- GOAL OF THE EXERCISE:
Search the entries for the word "Vespucci". Copy each line in which it is found.

- RECORDS SUPPLIED:
* * * * *

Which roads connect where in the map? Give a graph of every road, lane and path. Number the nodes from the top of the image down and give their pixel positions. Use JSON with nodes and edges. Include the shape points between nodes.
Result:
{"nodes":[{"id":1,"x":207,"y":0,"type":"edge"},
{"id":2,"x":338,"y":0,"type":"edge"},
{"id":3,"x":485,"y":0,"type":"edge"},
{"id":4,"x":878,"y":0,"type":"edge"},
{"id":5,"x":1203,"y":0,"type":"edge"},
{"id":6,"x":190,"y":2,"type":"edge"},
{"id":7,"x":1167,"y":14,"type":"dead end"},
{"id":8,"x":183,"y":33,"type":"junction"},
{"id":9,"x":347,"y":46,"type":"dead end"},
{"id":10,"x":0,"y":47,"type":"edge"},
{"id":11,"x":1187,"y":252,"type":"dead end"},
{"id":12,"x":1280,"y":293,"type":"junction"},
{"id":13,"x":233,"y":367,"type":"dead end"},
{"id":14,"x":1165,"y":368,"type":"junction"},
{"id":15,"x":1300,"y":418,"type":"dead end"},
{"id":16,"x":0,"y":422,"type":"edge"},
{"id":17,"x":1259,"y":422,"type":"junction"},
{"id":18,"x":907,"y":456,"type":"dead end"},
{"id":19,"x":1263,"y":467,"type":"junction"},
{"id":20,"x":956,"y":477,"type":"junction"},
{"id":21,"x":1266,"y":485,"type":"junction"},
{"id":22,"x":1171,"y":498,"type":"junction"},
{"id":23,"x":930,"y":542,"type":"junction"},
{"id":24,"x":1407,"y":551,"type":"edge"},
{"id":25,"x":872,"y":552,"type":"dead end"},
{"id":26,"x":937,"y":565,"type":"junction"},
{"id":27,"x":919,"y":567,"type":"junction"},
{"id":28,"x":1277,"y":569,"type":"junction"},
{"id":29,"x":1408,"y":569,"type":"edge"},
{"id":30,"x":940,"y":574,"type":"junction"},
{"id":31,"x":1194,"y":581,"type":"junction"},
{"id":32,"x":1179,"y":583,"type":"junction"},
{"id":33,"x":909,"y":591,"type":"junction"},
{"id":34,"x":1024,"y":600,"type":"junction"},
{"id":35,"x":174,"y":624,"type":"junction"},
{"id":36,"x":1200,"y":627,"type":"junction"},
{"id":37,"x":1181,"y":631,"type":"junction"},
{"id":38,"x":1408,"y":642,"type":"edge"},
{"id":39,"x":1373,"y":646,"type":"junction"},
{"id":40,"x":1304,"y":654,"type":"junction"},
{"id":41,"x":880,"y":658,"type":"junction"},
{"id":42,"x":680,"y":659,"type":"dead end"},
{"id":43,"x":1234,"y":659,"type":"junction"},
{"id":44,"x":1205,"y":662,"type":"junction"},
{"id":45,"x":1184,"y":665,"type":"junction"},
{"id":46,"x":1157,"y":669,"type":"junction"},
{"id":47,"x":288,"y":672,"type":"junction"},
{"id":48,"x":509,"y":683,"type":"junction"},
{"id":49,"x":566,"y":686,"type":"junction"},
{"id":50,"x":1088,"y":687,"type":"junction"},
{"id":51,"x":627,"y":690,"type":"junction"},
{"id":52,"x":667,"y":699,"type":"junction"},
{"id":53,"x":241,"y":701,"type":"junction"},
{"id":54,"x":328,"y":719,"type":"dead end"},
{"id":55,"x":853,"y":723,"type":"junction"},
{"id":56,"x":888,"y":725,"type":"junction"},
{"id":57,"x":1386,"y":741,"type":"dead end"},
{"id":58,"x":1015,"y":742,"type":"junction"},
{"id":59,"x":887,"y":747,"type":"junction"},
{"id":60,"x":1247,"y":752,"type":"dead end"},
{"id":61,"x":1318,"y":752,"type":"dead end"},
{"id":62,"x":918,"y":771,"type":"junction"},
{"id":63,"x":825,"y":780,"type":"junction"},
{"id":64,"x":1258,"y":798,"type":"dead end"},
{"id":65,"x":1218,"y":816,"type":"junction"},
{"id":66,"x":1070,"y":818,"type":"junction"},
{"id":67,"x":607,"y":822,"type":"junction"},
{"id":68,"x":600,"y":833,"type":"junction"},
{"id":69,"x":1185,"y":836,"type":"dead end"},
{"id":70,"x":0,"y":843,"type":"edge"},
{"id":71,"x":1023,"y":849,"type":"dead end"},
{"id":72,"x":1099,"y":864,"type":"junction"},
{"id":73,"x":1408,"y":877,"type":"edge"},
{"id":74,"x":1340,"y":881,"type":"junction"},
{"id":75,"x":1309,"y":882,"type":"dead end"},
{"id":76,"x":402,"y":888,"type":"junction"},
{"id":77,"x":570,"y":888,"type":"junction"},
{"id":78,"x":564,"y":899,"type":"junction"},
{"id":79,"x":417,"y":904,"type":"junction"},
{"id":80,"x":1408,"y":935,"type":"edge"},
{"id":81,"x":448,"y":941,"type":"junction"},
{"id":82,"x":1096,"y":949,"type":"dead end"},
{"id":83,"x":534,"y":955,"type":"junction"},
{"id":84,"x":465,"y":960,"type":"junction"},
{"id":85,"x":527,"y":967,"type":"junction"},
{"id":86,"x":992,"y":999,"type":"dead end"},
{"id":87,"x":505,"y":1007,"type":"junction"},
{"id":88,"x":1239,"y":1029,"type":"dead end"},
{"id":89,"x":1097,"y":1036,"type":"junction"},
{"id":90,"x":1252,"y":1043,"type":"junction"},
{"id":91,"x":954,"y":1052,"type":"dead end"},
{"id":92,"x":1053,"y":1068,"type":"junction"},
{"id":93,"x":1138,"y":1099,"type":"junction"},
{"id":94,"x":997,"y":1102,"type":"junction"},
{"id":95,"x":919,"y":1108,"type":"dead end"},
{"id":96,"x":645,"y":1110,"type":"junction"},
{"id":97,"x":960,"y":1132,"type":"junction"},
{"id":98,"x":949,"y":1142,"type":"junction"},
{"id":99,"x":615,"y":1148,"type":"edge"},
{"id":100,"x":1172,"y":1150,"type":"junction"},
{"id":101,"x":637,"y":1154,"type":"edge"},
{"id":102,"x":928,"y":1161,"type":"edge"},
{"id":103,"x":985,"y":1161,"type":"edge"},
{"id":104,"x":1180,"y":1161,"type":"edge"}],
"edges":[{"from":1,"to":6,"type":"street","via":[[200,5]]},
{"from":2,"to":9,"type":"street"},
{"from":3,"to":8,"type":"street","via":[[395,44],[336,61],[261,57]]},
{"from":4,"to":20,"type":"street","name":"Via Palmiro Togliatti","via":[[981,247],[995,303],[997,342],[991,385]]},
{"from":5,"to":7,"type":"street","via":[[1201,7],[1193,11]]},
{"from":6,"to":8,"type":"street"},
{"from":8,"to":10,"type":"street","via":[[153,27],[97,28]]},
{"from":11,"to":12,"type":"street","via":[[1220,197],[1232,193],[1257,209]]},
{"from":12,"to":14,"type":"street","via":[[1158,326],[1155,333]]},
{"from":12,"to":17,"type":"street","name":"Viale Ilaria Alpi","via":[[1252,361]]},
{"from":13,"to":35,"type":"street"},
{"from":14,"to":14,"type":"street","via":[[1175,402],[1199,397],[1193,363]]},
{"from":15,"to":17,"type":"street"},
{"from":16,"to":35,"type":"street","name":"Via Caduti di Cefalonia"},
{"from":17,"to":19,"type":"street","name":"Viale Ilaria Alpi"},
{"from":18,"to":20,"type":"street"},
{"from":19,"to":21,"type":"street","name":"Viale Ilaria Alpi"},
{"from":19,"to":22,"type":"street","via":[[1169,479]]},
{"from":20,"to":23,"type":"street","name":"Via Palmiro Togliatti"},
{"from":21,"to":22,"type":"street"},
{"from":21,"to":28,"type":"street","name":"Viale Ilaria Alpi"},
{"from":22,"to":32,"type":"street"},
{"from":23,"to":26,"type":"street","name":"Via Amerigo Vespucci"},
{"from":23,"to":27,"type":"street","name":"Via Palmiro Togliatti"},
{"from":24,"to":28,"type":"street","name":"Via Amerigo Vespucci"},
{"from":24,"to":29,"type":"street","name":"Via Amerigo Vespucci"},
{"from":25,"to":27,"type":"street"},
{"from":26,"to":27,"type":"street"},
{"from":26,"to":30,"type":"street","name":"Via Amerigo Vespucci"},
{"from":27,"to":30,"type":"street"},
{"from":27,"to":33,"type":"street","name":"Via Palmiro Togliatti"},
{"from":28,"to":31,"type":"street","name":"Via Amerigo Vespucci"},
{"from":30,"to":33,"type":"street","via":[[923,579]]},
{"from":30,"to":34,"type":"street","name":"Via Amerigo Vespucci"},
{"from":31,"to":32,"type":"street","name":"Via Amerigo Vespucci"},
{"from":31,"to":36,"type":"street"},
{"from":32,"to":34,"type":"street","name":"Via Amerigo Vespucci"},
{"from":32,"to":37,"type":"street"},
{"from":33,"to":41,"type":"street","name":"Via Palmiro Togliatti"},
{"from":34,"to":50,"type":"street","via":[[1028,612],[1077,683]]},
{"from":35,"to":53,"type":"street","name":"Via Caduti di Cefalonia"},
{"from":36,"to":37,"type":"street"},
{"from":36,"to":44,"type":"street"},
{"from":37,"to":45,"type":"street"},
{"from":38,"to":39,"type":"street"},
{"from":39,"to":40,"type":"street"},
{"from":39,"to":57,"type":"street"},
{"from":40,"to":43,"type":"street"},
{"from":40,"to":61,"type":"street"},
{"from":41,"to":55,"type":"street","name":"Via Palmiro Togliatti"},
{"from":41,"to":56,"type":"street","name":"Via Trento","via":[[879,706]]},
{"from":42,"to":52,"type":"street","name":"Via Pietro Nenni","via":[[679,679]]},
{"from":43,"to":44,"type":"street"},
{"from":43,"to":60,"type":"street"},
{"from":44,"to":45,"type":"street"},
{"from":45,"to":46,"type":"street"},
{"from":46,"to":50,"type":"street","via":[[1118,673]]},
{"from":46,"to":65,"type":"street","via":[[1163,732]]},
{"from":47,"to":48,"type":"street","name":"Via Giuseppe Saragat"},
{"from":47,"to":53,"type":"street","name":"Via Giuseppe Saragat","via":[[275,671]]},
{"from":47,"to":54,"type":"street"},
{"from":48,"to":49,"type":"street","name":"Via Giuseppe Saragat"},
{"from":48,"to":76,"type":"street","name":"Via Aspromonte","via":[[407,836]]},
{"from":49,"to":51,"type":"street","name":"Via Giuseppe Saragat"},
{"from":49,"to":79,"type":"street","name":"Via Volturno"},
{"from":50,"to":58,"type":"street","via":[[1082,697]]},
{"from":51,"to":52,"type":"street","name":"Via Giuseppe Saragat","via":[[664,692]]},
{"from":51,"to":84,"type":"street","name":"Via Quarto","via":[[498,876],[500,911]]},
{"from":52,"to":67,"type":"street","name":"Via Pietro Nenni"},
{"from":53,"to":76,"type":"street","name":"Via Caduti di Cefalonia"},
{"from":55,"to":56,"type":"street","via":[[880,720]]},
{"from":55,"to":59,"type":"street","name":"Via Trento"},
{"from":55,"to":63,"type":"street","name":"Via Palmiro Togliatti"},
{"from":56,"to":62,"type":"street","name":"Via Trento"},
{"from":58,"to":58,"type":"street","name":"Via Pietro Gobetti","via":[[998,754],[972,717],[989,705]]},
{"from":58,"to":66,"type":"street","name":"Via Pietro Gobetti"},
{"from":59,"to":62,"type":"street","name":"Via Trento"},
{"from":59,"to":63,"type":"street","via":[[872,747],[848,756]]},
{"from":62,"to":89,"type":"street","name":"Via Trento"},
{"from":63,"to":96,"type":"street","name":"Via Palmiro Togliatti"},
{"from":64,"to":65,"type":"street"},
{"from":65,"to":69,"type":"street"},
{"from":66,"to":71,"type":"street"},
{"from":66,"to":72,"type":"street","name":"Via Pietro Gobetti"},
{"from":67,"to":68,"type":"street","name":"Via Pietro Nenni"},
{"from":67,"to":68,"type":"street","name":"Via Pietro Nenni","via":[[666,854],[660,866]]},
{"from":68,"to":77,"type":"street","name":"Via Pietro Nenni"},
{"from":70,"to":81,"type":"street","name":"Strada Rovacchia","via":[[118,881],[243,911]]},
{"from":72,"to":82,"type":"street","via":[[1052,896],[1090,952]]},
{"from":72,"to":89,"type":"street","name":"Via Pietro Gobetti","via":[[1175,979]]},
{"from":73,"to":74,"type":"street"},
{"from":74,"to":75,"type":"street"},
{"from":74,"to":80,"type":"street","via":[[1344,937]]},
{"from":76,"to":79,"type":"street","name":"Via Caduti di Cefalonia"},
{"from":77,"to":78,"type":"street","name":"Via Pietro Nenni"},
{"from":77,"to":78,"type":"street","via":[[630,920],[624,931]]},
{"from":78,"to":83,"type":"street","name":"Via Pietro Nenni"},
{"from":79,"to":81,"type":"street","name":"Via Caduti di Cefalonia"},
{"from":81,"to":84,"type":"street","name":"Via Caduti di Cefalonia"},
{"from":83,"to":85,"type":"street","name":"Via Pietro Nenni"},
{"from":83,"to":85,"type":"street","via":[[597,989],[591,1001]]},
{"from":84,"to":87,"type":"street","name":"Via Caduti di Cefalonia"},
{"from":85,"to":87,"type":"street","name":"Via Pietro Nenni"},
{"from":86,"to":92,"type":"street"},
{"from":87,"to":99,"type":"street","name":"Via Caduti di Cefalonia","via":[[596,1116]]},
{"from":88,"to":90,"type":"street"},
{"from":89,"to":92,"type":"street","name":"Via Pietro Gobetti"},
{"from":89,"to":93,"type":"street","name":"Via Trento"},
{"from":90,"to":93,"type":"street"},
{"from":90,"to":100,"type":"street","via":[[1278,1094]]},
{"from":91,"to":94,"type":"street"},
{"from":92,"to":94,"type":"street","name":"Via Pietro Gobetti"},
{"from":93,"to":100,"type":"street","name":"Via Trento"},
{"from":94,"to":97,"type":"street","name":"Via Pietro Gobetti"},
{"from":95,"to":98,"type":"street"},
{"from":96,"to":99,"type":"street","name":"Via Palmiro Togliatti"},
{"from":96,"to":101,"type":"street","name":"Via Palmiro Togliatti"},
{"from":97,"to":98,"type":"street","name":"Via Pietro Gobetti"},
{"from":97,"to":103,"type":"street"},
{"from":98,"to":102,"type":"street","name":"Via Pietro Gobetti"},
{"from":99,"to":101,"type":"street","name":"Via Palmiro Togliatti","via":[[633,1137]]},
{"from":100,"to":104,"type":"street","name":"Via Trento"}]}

* * * * *

- SOLUTION TO THIS TASK:
{"from":23,"to":26,"type":"street","name":"Via Amerigo Vespucci"},
{"from":24,"to":28,"type":"street","name":"Via Amerigo Vespucci"},
{"from":24,"to":29,"type":"street","name":"Via Amerigo Vespucci"},
{"from":26,"to":30,"type":"street","name":"Via Amerigo Vespucci"},
{"from":28,"to":31,"type":"street","name":"Via Amerigo Vespucci"},
{"from":30,"to":34,"type":"street","name":"Via Amerigo Vespucci"},
{"from":31,"to":32,"type":"street","name":"Via Amerigo Vespucci"},
{"from":32,"to":34,"type":"street","name":"Via Amerigo Vespucci"},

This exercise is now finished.